Report each line of the records below that holds the word "hand".
*** Exercise inputs
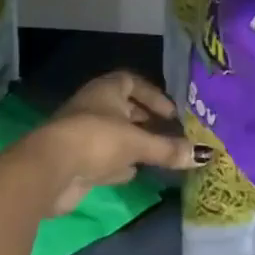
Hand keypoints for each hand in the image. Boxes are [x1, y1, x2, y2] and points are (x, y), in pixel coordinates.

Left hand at [23, 73, 204, 216]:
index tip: (171, 112)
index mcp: (106, 90)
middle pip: (123, 109)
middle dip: (145, 120)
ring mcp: (83, 134)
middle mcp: (94, 107)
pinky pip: (104, 158)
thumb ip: (168, 148)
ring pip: (114, 135)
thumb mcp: (137, 143)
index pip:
******
Finished task:
Hand keypoints for each hand in the image. Boxes are [x1, y1, x2, y2] and points are (x, y), in pixel coordinates.
Left hand at [23, 73, 204, 216]:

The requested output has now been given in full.